As long as 30 minutes after the game, and at least 30m from the Arsenal dressing room, you could still hear the raucous celebrations inside. The cheers were especially audible as the door to the media room swung open and Mikel Arteta came in for his press conference, when he eventually allowed himself to smile – and quite widely.
“A great feeling,” the Arsenal manager said after his side’s 1-0 win over Manchester City, which represented his first points against his former employers, not to mention his club’s first points at all against the champions since April 2017. “You could sense, it’s been so many years without beating them.
“They were all dancing and super happy. They go into the international break and the mood is much better. They’re gonna have a few days off, the ones who are not involved, and it just sends everybody away until the next game against Chelsea with the right feeling. It’s great so I’m really happy.”
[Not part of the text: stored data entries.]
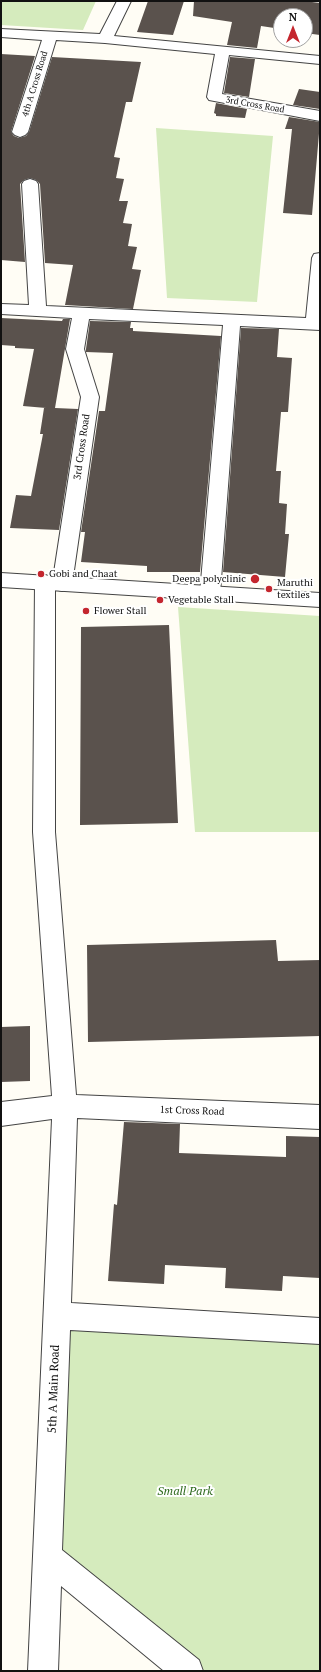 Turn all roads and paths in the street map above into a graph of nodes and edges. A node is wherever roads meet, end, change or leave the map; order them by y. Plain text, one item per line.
1 (124, 1) edge
2 (1, 33) edge
3 (50, 36) junction
4 (105, 39) junction
5 (222, 50) junction
6 (320, 60) edge
7 (320, 116) edge
8 (20, 132) dead end
9 (30, 184) dead end
10 (320, 258) edge
11 (1, 309) edge
12 (38, 311) junction
13 (81, 313) junction
14 (232, 320) junction
15 (317, 324) edge
16 (1, 580) edge
17 (54, 583) junction
18 (210, 593) junction
19 (320, 600) edge
20 (65, 1106) junction
21 (1, 1114) edge
22 (320, 1117) edge
23 (57, 1316) junction
24 (320, 1331) edge
25 (48, 1557) junction
26 (43, 1671) edge
27 (188, 1671) edge

1 - 4 street
2 - 3 street
3 - 4 street
3 - 8 street, 4th A Cross Road
4 - 5 street
5 - 6 street
5 - 7 street, 3rd Cross Road
9 - 12 street
10 - 15 street
11 - 12 street
12 - 13 street
13 - 14 street
13 - 17 street, 3rd Cross Road
14 - 15 street
14 - 18 street
16 - 17 street
17 - 18 street
17 - 20 street, 3rd Cross Road
18 - 19 street
20 - 21 street, 1st Cross Road
20 - 22 street, 1st Cross Road
20 - 23 street, 5th A Main Road
23 - 24 street
23 - 25 street, 5th A Main Road
25 - 26 street, 5th A Main Road
25 - 27 street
If these sound like the sort of scenes usually reserved for when a trophy is won, that is kind of the point. It’s all about taking this team closer to that first Premier League since 2004. Arteta has taken them step by step over the last four years, and we’re now at the point where it’s truly decisive moves rather than the earlier strides. It was why this was so important.
If you are going to actually beat a team as powerful as this Manchester City in the title race, you obviously need to beat them on the pitch, and in the league.
Arteta naturally tried to play down its exact psychological significance, but he couldn’t but admit this was important. His interpretations of previous games were maybe a bit generous but that was understandable.
Arsenal players celebrate with the fans after Gabriel Martinelli’s winner— (PA Wire)
“I don’t know if it was a barrier. Obviously it was something we needed to go through. To beat them we have to lose against them, we have to lose probably the way we lost at the Etihad. The team showed a real maturity today, that comes from experiences. Sometimes you need that to become a better team.”
That is probably what Arsenal are, even if their points return is worse than this point last season. They are clearly a more substantial team, with more conviction, as a season like last year will ensure. It was an arrival, even if it ended in frustrating fashion. It ultimately proved Arsenal are at that level again. The summer signings have since been about giving them more dimensions. It is one of the more interesting elements of Arsenal’s start to the campaign, as well as what might have been lift-off for Kai Havertz.
Arsenal clearly hit on a superb first XI last season, which propelled their campaign for months. The issue was it eventually left Arteta in a bind. He could either persevere with the XI, at the cost of energy given how little they were rested, or he could change up but also remove some of the verve. He tried to do a bit of both in the end, and they somewhat inevitably ran out of steam.
Since then, Arteta has obviously been trying to give them more depth, but also variety. Havertz was about exactly this. Arteta will especially enjoy his contribution, the pass to Gabriel Martinelli for the goal coming as it did just minutes after the German came on. It looked simple but was about his spatial awareness and presence of mind.
The effect of just doing that can’t be discounted either – as with the win.
Arsenal will believe, even more than before.
Nobody should believe this is going to be the City for the rest of the season of course. They have some huge absences, especially with Rodri and Kevin De Bruyne. They will return and both the team and Erling Haaland will inevitably go on the sort of run they did last season at least once.
Arsenal should be more equipped to go that bit further, to get more points. That was what the celebrations felt like they were about, at least in part.
The team is that bit closer to completion.